------ Data for this exercise

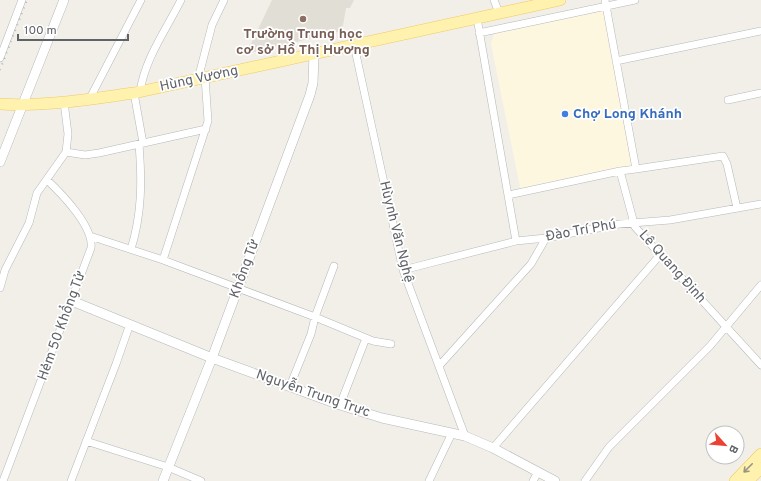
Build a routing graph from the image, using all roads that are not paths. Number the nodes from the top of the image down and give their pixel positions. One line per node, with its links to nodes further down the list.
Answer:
1 (22, 0): 16 (street)
2 (64, 0): 25 (street)
3 (141, 0): 21 (street)
4 (181, 0): 19 (street)
5 (224, 0): 18 (street)
6 (494, 0): 10 (street)
7 (556, 0): 10 (main road, Hùng Vương)
8 (634, 0): 9 (street)
9 (605, 3): 13 (street); 17 (street)
10 (499, 13): 11 (main road, Hùng Vương)
11 (477, 18): 13 (street); 14 (main road, Hùng Vương)
12 (761, 31): 17 (street)
13 (480, 33): 33 (street)
14 (354, 45): 15 (main road, Hùng Vương); 44 (street, Hùynh Văn Nghệ)
15 (314, 54): 18 (main road, Hùng Vương); 46 (street, Khổng Tử)
16 (0, 58)
17 (616, 61): 30 (street)
18 (202, 78): 19 (main road, Hùng Vương); 26 (street)
19 (137, 92): 21 (main road, Hùng Vương); 27 (street)
20 (761, 93): 22 (street)
21 (89, 100): 23 (main road, Hùng Vương)
22 (728, 100)
23 (64, 102): 25 (main road, Hùng Vương); 28 (street)
24 (0, 104): 25 (main road, Hùng Vương)
25 (23, 106): 29 (street)
26 (206, 129): 27 (street); 42 (street)
27 (141, 144): 28 (street); 40 (street)
28 (66, 152): 32 (street)
29 (0, 162)
30 (636, 169): 31 (street); 35 (street)
31 (620, 171): 33 (street); 36 (street, Lê Quang Định)
32 (47, 180): 37 (street); 47 (street)
33 (508, 195): 39 (street)
34 (761, 204): 35 (street, Đào Trí Phú)
35 (737, 208): 36 (street, Đào Trí Phú)
36 (633, 223): 38 (street, Đào Trí Phú); 41 (street, Lê Quang Định)
37 (90, 236): 40 (street); 48 (street, Hẻm 50 Khổng Tử)
38 (546, 238): 39 (street, Đào Trí Phú); 56 (street)
39 (516, 241): 44 (street, Đào Trí Phú)
40 (131, 249): 42 (street)
41 (660, 255): 51 (street, Lê Quang Định); 62 (street)
42 (163, 260): 46 (street)
43 (334, 266): 49 (street)
44 (403, 270): 56 (street, Hùynh Văn Nghệ)
45 (761, 286): 51 (street)
46 (238, 287): 49 (street); 54 (street, Khổng Tử)
47 (0, 288)
48 (72, 301): 50 (street, Nguyễn Trung Trực); 67 (street, Hẻm 50 Khổng Tử)
49 (315, 317): 52 (street); 57 (street)
50 (130, 324): 54 (street, Nguyễn Trung Trực); 61 (street)
51 (727, 327): 55 (street, Lê Quang Định); 74 (street)
52 (366, 338): 53 (street); 58 (street)
53 (391, 344)
54 (212, 358): 57 (street, Nguyễn Trung Trực); 64 (street, Khổng Tử)
55 (761, 365)
56 (439, 366): 60 (street, Hùynh Văn Nghệ)
57 (290, 386): 58 (street, Nguyễn Trung Trực)
58 (340, 405): 59 (street, Nguyễn Trung Trực)
59 (452, 433): 60 (street, Nguyễn Trung Trực); 71 (street)
60 (465, 436): 62 (street, Nguyễn Trung Trực)
61 (86, 441): 64 (street); 68 (street)
62 (494, 448): 66 (street, Nguyễn Trung Trực)
63 (761, 454): 75 (main road, one-way to 75)
64 (168, 467): 69 (street, Khổng Tử); 70 (street)
65 (761, 468): 76 (main road)
66 (538, 472): 72 (street); 73 (street, Nguyễn Trung Trực)
67 (3, 481)
68 (71, 481)
69 (163, 481)
70 (201, 481)
71 (428, 481)
72 (533, 481)
73 (555, 481)
74 (585, 481)
75 (735, 481)
76 (748, 481)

------------

_To do_
Leave the pictures out and return each entry exactly.

_Task response_
Build a routing graph from the image, using all roads that are not paths. Number the nodes from the top of the image down and give their pixel positions. One line per node, with its links to nodes further down the list.
Answer:
1 (22, 0): 16 (street)
2 (64, 0): 25 (street)
3 (141, 0): 21 (street)
4 (181, 0): 19 (street)
5 (224, 0): 18 (street)
6 (494, 0): 10 (street)
7 (556, 0): 10 (main road, Hùng Vương)
8 (634, 0): 9 (street)
9 (605, 3): 13 (street); 17 (street)
10 (499, 13): 11 (main road, Hùng Vương)
11 (477, 18): 13 (street); 14 (main road, Hùng Vương)
12 (761, 31): 17 (street)
13 (480, 33): 33 (street)
14 (354, 45): 15 (main road, Hùng Vương); 44 (street, Hùynh Văn Nghệ)
15 (314, 54): 18 (main road, Hùng Vương); 46 (street, Khổng Tử)
16 (0, 58)
17 (616, 61): 30 (street)
18 (202, 78): 19 (main road, Hùng Vương); 26 (street)
19 (137, 92): 21 (main road, Hùng Vương); 27 (street)
20 (761, 93): 22 (street)
21 (89, 100): 23 (main road, Hùng Vương)
22 (728, 100)
23 (64, 102): 25 (main road, Hùng Vương); 28 (street)
24 (0, 104): 25 (main road, Hùng Vương)
25 (23, 106): 29 (street)
26 (206, 129): 27 (street); 42 (street)
27 (141, 144): 28 (street); 40 (street)
28 (66, 152): 32 (street)
29 (0, 162)
30 (636, 169): 31 (street); 35 (street)
31 (620, 171): 33 (street); 36 (street, Lê Quang Định)
32 (47, 180): 37 (street); 47 (street)
33 (508, 195): 39 (street)
34 (761, 204): 35 (street, Đào Trí Phú)
35 (737, 208): 36 (street, Đào Trí Phú)
36 (633, 223): 38 (street, Đào Trí Phú); 41 (street, Lê Quang Định)
37 (90, 236): 40 (street); 48 (street, Hẻm 50 Khổng Tử)
38 (546, 238): 39 (street, Đào Trí Phú); 56 (street)
39 (516, 241): 44 (street, Đào Trí Phú)
40 (131, 249): 42 (street)
41 (660, 255): 51 (street, Lê Quang Định); 62 (street)
42 (163, 260): 46 (street)
43 (334, 266): 49 (street)
44 (403, 270): 56 (street, Hùynh Văn Nghệ)
45 (761, 286): 51 (street)
46 (238, 287): 49 (street); 54 (street, Khổng Tử)
47 (0, 288)
48 (72, 301): 50 (street, Nguyễn Trung Trực); 67 (street, Hẻm 50 Khổng Tử)
49 (315, 317): 52 (street); 57 (street)
50 (130, 324): 54 (street, Nguyễn Trung Trực); 61 (street)
51 (727, 327): 55 (street, Lê Quang Định); 74 (street)
52 (366, 338): 53 (street); 58 (street)
53 (391, 344)
54 (212, 358): 57 (street, Nguyễn Trung Trực); 64 (street, Khổng Tử)
55 (761, 365)
56 (439, 366): 60 (street, Hùynh Văn Nghệ)
57 (290, 386): 58 (street, Nguyễn Trung Trực)
58 (340, 405): 59 (street, Nguyễn Trung Trực)
59 (452, 433): 60 (street, Nguyễn Trung Trực); 71 (street)
60 (465, 436): 62 (street, Nguyễn Trung Trực)
61 (86, 441): 64 (street); 68 (street)
62 (494, 448): 66 (street, Nguyễn Trung Trực)
63 (761, 454): 75 (main road, one-way to 75)
64 (168, 467): 69 (street, Khổng Tử); 70 (street)
65 (761, 468): 76 (main road)
66 (538, 472): 72 (street); 73 (street, Nguyễn Trung Trực)
67 (3, 481)
68 (71, 481)
69 (163, 481)
70 (201, 481)
71 (428, 481)
72 (533, 481)
73 (555, 481)
74 (585, 481)
75 (735, 481)
76 (748, 481)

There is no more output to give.